Portal | Level: L2: Operations | Topics: SLO Tooling | Domain: Observability
SLO Tooling — Primer¶
Why This Matters¶
Writing SLO alerting rules by hand is error-prone and hard to reason about. The math behind multi-window multi-burn-rate alerting — the approach Google describes in the SRE Workbook — involves at least 4 alert rules per SLO, each with different time windows and burn rate thresholds. Get the math wrong and you either miss incidents (false negatives) or page engineers for non-issues (false positives).
Sloth, Pyrra, and the OpenSLO spec exist to solve this. They take a high-level SLO definition ("99.9% of requests should succeed") and generate the correct Prometheus alerting rules, recording rules, and dashboards automatically. You write the objective once; the tooling generates everything that implements it correctly.
This matters operationally because teams that hand-roll SLO rules consistently make the same mistakes: using absolute thresholds instead of burn rates, ignoring the page budget, alerting on the wrong window. This primer covers the math, the tools, and how to wire them into your stack.
Core Concepts¶
1. SLI / SLO / Error Budget Recap¶
SLI (Service Level Indicator): A metric that measures service behavior from the user's perspective.
# SLI: ratio of successful HTTP requests
SLI = good_events / total_events
= http_requests_total{code!~"5.."} / http_requests_total
# SLI: ratio of requests below latency threshold
SLI = http_requests_duration_bucket{le="0.5"} / http_requests_duration_count
SLO (Service Level Objective): A target value for the SLI over a time window.
Error Budget: The allowed amount of badness within the SLO window.
Error budget = 1 - SLO target = 0.1%
Over 30 days (43,200 minutes):
Allowed bad minutes = 43,200 × 0.001 = 43.2 minutes
Error budget is consumed when the service performs below SLO. It is the team's license to take risks (deploy, experiment) and the signal that the service needs reliability work.

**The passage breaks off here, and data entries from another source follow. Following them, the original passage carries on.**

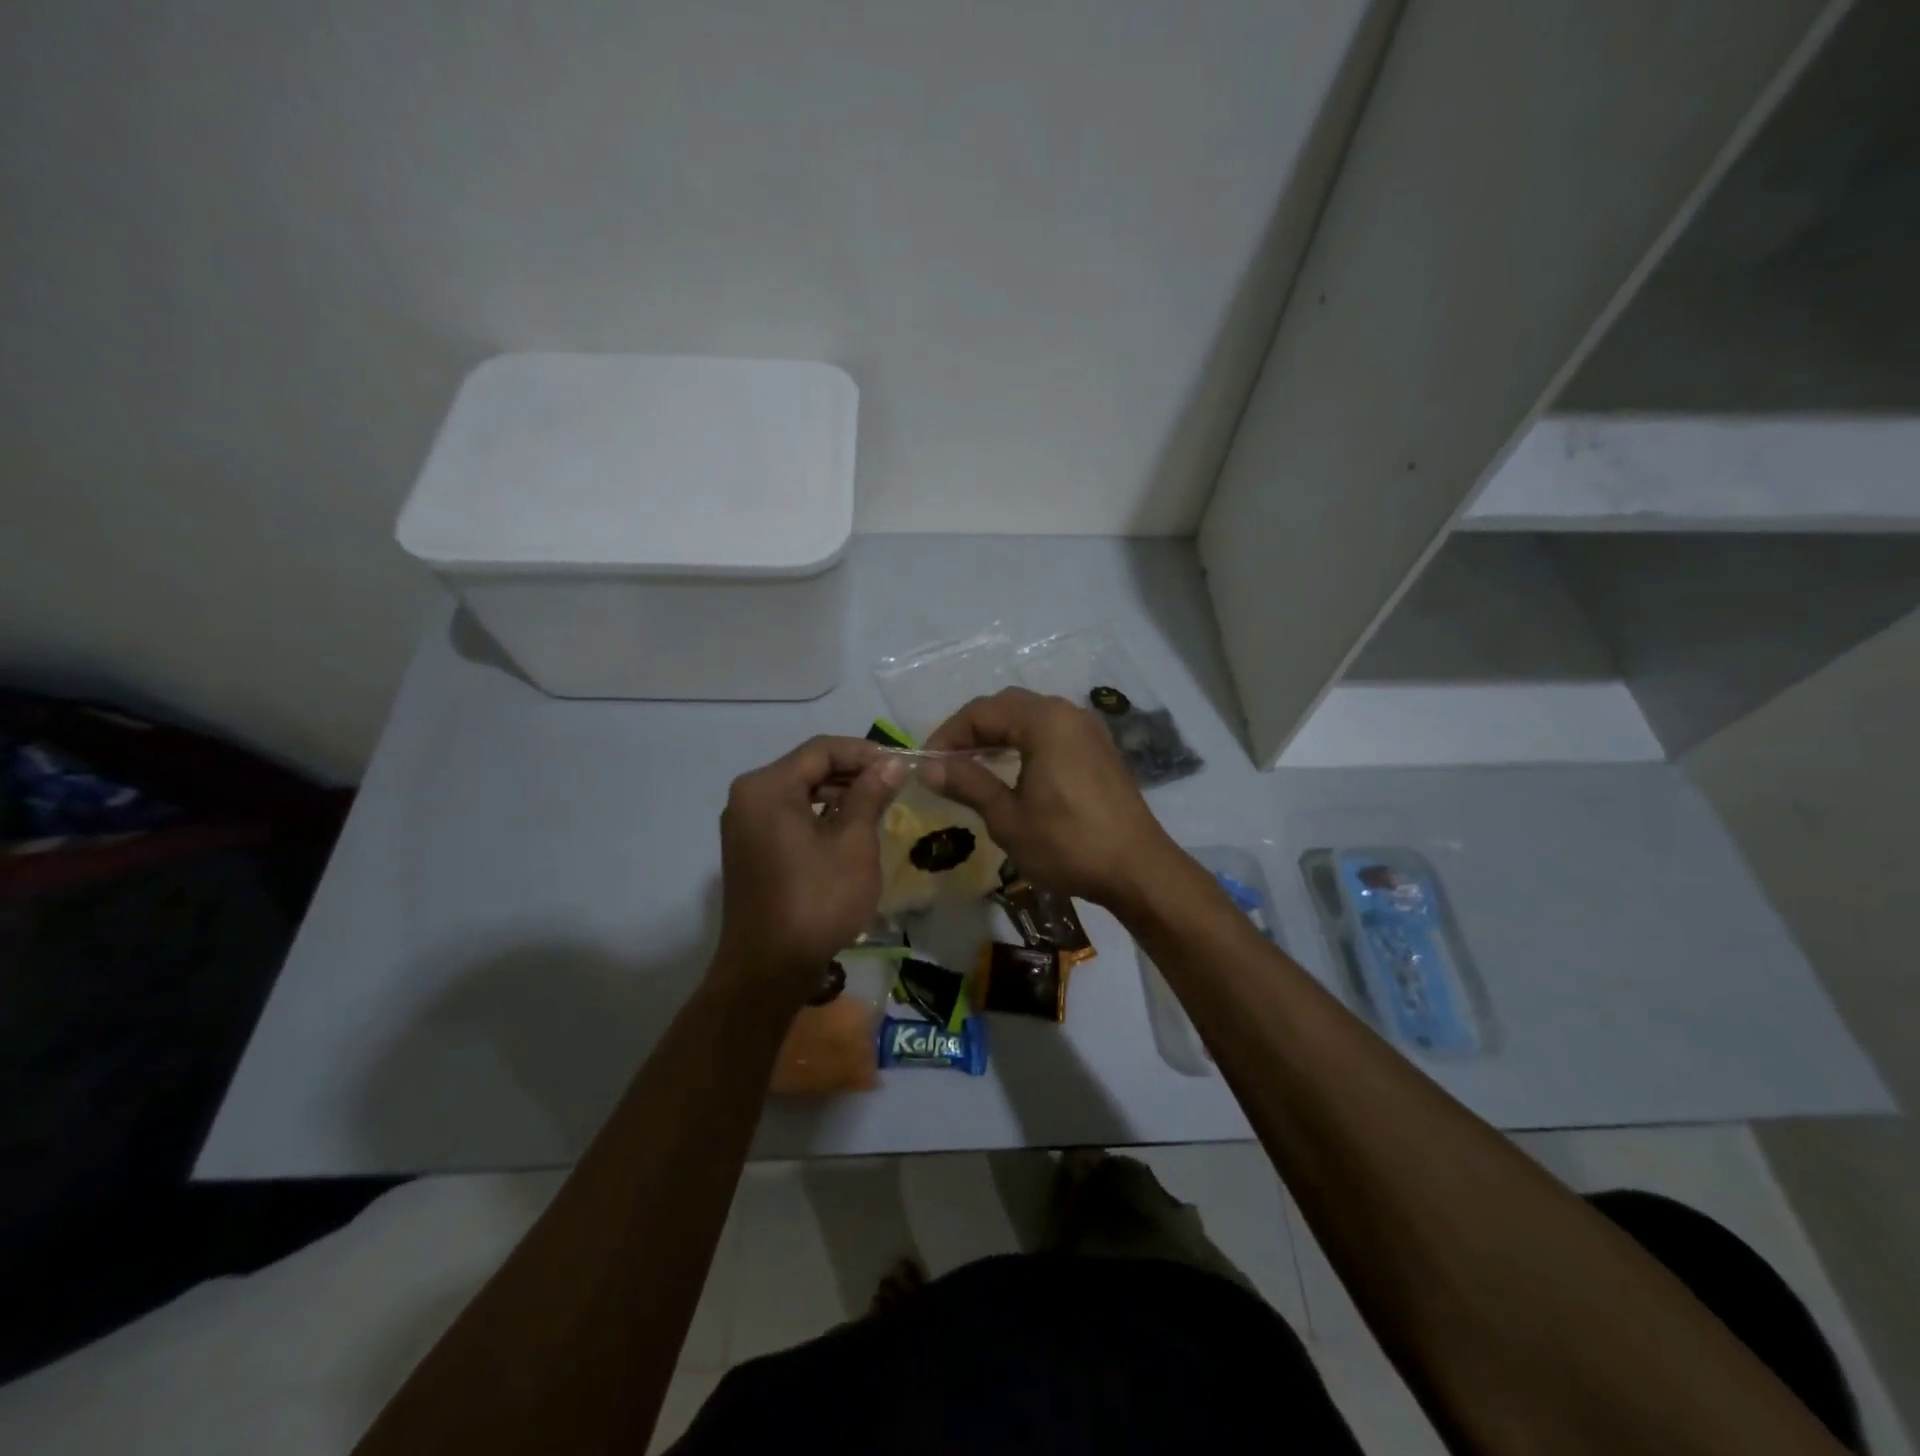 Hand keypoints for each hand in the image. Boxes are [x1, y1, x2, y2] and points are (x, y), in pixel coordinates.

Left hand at [714, 736, 907, 994]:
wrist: (768, 969)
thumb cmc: (816, 901)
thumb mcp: (854, 844)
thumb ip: (870, 795)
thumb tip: (890, 764)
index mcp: (767, 787)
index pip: (822, 750)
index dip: (864, 752)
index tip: (900, 765)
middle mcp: (747, 797)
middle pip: (807, 768)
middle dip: (852, 772)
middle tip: (894, 785)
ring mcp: (743, 824)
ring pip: (798, 792)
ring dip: (837, 794)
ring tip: (878, 806)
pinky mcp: (748, 848)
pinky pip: (787, 816)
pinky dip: (818, 815)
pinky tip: (849, 828)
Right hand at [922, 687, 1181, 907]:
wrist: (1138, 869)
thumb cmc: (1068, 844)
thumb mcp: (1008, 818)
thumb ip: (968, 783)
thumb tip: (928, 767)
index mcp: (1044, 721)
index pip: (981, 712)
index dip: (948, 734)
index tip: (927, 764)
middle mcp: (1067, 713)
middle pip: (1007, 706)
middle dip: (972, 730)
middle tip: (947, 763)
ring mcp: (1088, 730)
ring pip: (1030, 717)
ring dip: (998, 735)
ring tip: (972, 766)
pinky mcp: (1099, 749)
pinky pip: (1052, 731)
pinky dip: (1024, 742)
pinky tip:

2. Why Hand-Writing SLO Rules Is Error-Prone¶
A naive SLO alert:
# BAD — do not use this
- alert: HighErrorRate
expr: rate(http_requests_total{code=~"5.."}[5m]) /
rate(http_requests_total[5m]) > 0.001
for: 5m
Problems with this approach: - No burn rate context: 0.1% error rate for 5 minutes consumes a tiny fraction of budget. This fires for benign blips. - No budget awareness: You cannot tell if this alert signals 1% budget consumed or 100% consumed. - Paging without urgency: On-call gets paged for something that would take weeks to exhaust the budget. - Missing recovery: No information about how fast budget is recovering.
The correct approach uses multi-window multi-burn-rate alerting.
3. Multi-Window Multi-Burn-Rate Alerting (Google's Approach)¶
The Google SRE Workbook defines four alert rules per SLO:
| Alert | Burn Rate | Short Window | Long Window | Severity |
|---|---|---|---|---|
| Page | 14.4x | 1h | 5m | Critical |
| Page | 6x | 6h | 30m | Critical |
| Ticket | 3x | 24h | 2h | Warning |
| Ticket | 1x | 72h | 6h | Warning |
Burn rate is how fast the error budget is being consumed relative to the SLO window:
Burn rate = error_rate / (1 - SLO_target)
# For 99.9% SLO:
14.4x burn rate = 14.4 × 0.001 = 1.44% error rate
6.0x burn rate = 6.0 × 0.001 = 0.60% error rate
3.0x burn rate = 3.0 × 0.001 = 0.30% error rate
1.0x burn rate = 1.0 × 0.001 = 0.10% error rate
# At 14.4x burn rate, 30-day budget exhausted in:
30 days / 14.4 = ~2.1 days
The two-window requirement (short + long) prevents false positives from brief spikes. Both windows must exceed the threshold before alerting.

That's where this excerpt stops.